Give only the number of lines in the records below that contain the word "roads".

- EXERCISE MATERIALS:
--------------------------------
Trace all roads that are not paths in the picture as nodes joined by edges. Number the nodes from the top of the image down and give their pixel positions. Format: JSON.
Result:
--------------------------------
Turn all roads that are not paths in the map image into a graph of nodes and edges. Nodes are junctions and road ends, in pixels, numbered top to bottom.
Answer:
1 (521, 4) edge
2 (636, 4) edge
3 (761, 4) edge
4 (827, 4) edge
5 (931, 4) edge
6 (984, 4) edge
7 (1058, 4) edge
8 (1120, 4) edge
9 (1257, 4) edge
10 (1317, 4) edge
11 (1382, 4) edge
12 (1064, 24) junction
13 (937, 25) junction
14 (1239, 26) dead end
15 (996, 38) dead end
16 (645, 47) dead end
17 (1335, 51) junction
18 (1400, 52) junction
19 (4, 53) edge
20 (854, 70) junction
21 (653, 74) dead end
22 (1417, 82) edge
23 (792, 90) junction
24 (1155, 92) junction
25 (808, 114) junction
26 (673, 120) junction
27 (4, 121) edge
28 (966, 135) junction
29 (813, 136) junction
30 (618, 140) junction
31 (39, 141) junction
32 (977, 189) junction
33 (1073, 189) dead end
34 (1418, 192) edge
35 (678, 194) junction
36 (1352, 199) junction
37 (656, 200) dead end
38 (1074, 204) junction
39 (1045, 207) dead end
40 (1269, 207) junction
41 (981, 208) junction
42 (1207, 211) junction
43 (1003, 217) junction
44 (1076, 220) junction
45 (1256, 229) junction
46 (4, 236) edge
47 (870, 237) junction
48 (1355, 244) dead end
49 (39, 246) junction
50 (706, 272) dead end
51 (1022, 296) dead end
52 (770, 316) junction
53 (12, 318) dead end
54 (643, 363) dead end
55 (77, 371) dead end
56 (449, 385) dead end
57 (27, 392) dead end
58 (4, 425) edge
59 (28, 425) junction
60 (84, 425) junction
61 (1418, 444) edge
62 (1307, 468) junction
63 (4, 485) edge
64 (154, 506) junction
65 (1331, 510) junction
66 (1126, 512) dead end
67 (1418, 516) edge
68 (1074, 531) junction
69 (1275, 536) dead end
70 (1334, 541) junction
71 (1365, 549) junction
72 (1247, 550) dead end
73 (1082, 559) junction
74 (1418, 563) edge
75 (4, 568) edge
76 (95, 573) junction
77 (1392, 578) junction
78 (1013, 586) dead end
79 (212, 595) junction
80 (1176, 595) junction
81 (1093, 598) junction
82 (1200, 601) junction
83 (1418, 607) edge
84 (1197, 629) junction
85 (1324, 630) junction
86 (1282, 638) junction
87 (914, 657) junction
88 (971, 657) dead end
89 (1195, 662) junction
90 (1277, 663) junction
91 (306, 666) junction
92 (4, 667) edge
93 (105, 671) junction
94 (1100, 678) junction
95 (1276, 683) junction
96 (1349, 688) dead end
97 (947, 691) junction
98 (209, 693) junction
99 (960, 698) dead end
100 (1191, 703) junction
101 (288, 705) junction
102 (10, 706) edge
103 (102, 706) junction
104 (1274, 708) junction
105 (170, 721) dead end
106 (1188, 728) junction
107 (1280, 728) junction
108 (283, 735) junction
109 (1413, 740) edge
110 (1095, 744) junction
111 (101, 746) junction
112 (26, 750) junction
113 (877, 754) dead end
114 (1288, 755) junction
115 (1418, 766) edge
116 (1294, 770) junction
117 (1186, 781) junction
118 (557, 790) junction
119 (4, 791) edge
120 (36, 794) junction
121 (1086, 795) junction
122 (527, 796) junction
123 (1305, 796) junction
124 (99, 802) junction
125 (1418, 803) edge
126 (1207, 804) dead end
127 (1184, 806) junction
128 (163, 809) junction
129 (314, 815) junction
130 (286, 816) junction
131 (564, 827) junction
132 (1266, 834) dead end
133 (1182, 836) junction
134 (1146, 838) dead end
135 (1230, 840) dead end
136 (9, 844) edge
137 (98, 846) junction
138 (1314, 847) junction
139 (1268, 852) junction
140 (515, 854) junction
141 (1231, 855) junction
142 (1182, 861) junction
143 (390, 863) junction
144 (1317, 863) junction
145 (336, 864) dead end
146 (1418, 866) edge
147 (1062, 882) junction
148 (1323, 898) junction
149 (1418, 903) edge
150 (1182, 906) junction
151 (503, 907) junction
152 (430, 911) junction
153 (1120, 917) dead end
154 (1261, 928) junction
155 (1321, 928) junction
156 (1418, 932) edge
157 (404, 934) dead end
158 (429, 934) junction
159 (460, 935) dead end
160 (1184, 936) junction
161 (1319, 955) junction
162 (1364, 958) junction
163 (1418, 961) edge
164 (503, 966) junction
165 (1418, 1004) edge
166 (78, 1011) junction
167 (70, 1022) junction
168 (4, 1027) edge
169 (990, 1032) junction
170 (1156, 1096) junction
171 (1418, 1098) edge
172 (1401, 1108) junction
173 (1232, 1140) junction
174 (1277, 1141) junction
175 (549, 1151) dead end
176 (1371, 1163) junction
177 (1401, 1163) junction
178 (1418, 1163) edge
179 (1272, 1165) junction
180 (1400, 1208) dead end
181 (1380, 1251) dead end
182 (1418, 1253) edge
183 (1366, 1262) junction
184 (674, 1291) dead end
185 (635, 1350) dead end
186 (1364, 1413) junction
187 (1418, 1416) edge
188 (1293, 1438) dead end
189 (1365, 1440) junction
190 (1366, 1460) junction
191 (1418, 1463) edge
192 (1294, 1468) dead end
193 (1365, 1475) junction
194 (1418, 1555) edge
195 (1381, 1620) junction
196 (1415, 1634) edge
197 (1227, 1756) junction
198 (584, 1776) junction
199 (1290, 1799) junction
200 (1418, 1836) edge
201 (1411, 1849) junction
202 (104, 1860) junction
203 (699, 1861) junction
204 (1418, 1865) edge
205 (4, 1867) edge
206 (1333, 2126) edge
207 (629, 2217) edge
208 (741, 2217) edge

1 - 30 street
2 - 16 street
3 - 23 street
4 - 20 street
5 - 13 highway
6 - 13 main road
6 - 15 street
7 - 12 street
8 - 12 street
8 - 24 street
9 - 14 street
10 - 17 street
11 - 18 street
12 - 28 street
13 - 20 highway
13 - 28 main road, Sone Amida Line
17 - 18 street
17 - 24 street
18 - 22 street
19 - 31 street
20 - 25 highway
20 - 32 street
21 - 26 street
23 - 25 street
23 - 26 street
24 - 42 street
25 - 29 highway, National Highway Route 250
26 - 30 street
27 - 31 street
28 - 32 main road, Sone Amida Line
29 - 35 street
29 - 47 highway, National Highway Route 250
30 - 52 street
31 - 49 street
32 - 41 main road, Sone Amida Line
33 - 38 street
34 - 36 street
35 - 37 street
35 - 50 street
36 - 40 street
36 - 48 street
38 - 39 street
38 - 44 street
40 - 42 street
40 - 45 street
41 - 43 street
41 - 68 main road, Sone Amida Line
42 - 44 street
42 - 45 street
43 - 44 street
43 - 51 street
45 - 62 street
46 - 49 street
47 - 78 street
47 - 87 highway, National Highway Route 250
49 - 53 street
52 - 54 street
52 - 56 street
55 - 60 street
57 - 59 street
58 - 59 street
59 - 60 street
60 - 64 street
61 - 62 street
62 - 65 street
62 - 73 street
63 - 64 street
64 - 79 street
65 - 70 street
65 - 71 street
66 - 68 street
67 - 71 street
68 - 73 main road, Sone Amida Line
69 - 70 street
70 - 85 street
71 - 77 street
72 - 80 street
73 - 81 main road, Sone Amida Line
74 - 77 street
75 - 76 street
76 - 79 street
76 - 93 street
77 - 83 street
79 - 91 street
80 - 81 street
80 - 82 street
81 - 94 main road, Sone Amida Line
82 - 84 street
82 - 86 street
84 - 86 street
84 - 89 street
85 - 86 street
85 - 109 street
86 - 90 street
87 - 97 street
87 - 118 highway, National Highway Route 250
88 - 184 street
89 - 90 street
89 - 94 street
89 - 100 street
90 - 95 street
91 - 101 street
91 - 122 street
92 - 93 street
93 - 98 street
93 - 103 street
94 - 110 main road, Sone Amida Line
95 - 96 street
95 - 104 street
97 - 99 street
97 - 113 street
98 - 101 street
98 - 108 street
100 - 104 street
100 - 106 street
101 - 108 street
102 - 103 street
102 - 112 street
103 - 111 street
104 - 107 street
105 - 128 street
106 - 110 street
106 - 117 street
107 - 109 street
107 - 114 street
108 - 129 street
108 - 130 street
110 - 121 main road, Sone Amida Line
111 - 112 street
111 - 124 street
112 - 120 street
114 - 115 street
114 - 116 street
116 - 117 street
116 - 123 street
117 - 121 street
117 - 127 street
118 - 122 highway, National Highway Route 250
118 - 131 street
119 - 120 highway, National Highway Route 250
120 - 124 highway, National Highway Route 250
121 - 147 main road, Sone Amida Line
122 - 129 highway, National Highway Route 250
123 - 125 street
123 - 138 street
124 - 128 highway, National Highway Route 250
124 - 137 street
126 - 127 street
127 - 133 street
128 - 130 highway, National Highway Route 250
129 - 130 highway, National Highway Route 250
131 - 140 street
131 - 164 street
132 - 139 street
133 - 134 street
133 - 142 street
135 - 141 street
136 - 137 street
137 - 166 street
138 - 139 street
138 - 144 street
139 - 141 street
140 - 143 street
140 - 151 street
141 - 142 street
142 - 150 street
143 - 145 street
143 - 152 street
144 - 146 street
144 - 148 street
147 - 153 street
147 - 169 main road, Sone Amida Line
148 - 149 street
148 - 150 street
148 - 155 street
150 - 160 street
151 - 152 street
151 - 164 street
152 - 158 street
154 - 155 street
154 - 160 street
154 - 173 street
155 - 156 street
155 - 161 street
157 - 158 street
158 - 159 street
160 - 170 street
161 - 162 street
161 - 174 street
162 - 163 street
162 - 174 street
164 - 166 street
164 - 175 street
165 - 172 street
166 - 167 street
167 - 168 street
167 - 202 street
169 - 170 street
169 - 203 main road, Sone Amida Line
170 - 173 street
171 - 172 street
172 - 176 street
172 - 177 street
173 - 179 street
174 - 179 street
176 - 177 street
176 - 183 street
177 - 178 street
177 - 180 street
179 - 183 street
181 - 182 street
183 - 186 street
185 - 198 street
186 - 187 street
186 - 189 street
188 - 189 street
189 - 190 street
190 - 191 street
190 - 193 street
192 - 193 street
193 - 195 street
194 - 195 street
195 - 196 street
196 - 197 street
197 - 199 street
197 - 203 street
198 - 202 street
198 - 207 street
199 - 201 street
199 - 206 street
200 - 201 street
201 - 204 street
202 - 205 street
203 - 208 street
--------------------------------
- SOLUTION FOR THIS EXERCISE: 2